What the exercise asks
Check each line of the data below for the string "Parkway", then report how many lines have it and nothing else.

Stored entries:
===============
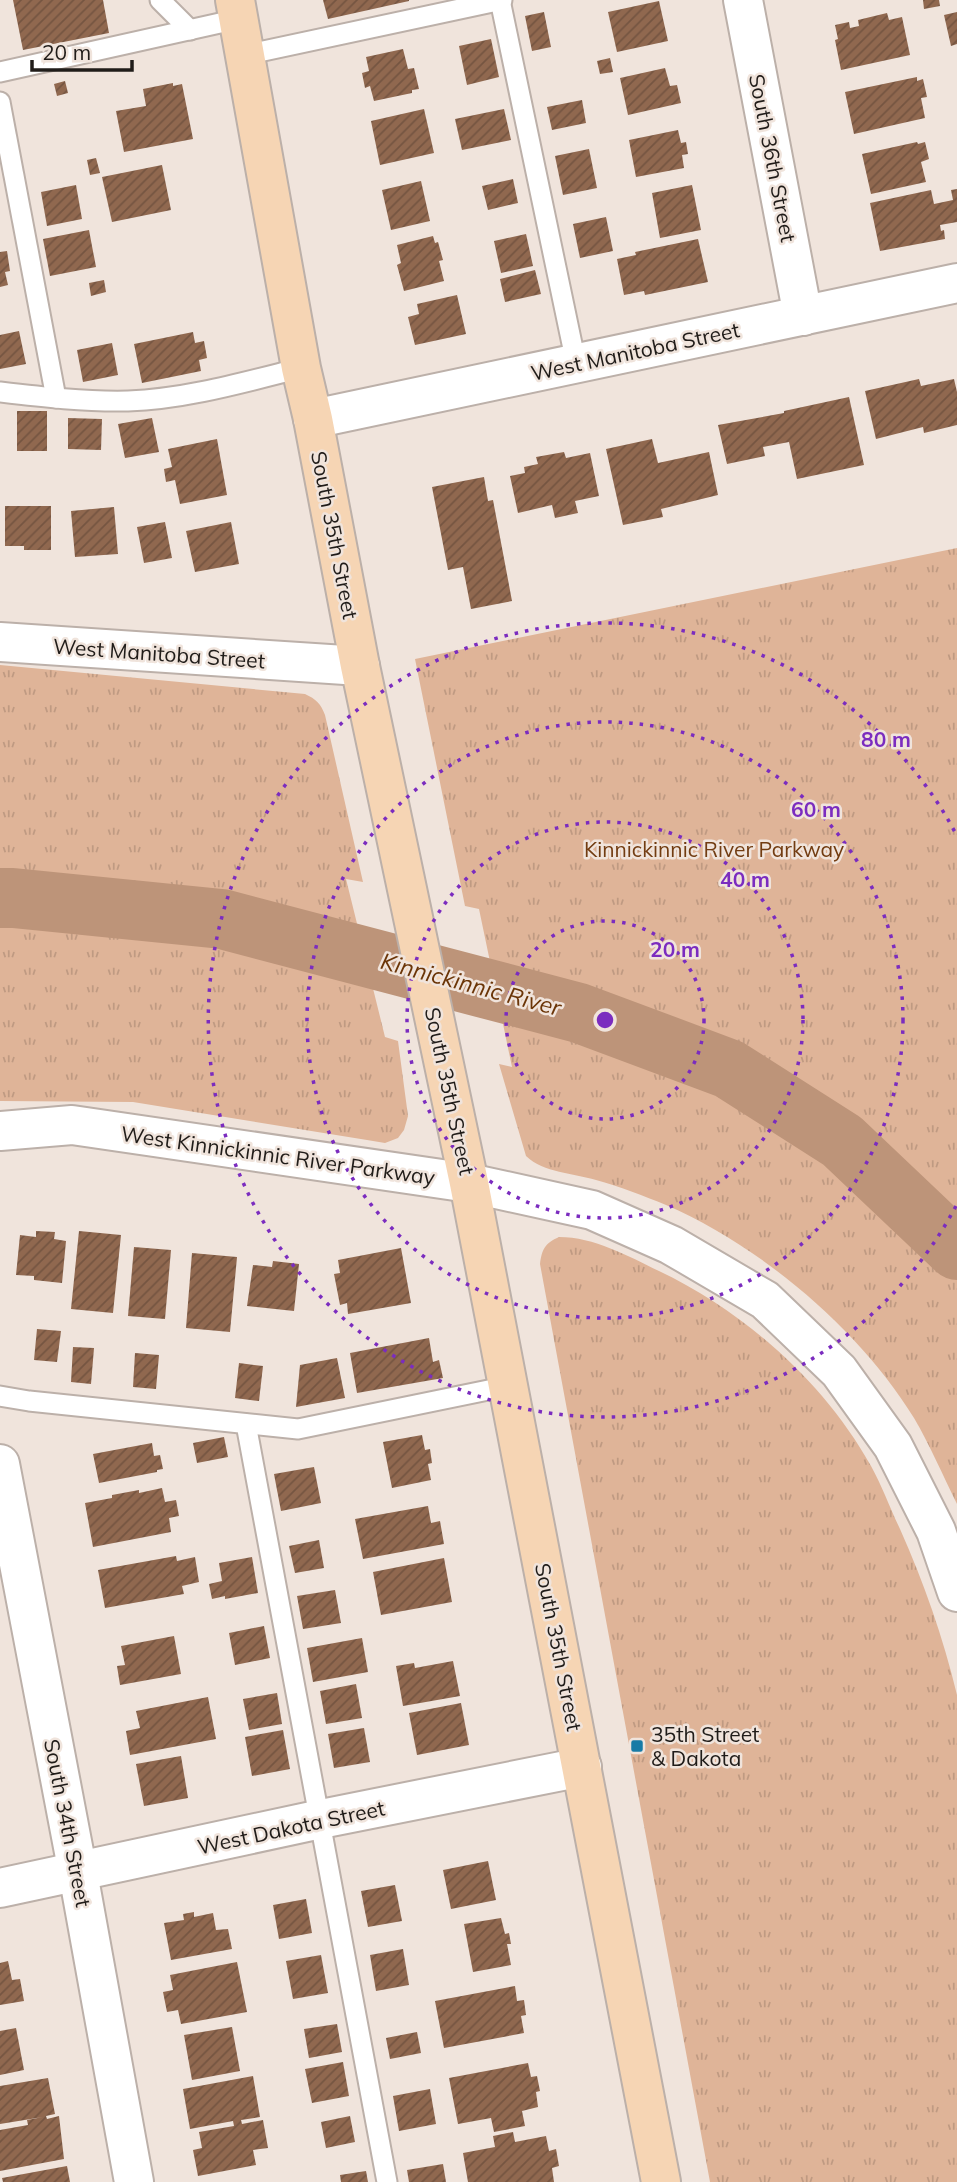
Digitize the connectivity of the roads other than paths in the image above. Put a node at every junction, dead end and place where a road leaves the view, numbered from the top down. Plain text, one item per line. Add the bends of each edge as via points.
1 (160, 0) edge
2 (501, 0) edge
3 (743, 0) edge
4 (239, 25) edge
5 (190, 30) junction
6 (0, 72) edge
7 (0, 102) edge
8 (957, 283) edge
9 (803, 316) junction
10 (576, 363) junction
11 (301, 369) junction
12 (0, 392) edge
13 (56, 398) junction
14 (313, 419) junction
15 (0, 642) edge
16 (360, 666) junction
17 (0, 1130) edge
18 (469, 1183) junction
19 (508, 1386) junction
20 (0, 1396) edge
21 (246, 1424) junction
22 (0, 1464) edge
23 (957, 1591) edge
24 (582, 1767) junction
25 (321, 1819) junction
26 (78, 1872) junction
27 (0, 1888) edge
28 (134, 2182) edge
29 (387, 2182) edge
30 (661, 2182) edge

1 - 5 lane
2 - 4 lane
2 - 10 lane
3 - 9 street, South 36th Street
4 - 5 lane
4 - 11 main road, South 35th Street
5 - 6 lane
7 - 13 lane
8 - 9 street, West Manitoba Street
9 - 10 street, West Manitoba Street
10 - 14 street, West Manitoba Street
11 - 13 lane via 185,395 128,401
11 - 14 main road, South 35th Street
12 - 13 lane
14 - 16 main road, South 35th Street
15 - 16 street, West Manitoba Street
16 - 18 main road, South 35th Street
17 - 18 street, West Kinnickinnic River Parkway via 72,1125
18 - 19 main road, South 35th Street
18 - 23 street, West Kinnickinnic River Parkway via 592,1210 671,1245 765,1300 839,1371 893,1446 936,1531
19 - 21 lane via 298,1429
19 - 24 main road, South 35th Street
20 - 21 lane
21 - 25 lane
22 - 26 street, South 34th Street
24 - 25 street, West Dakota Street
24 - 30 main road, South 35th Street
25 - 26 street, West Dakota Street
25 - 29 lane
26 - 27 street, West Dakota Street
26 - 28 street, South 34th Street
===============
Response for this exercise
2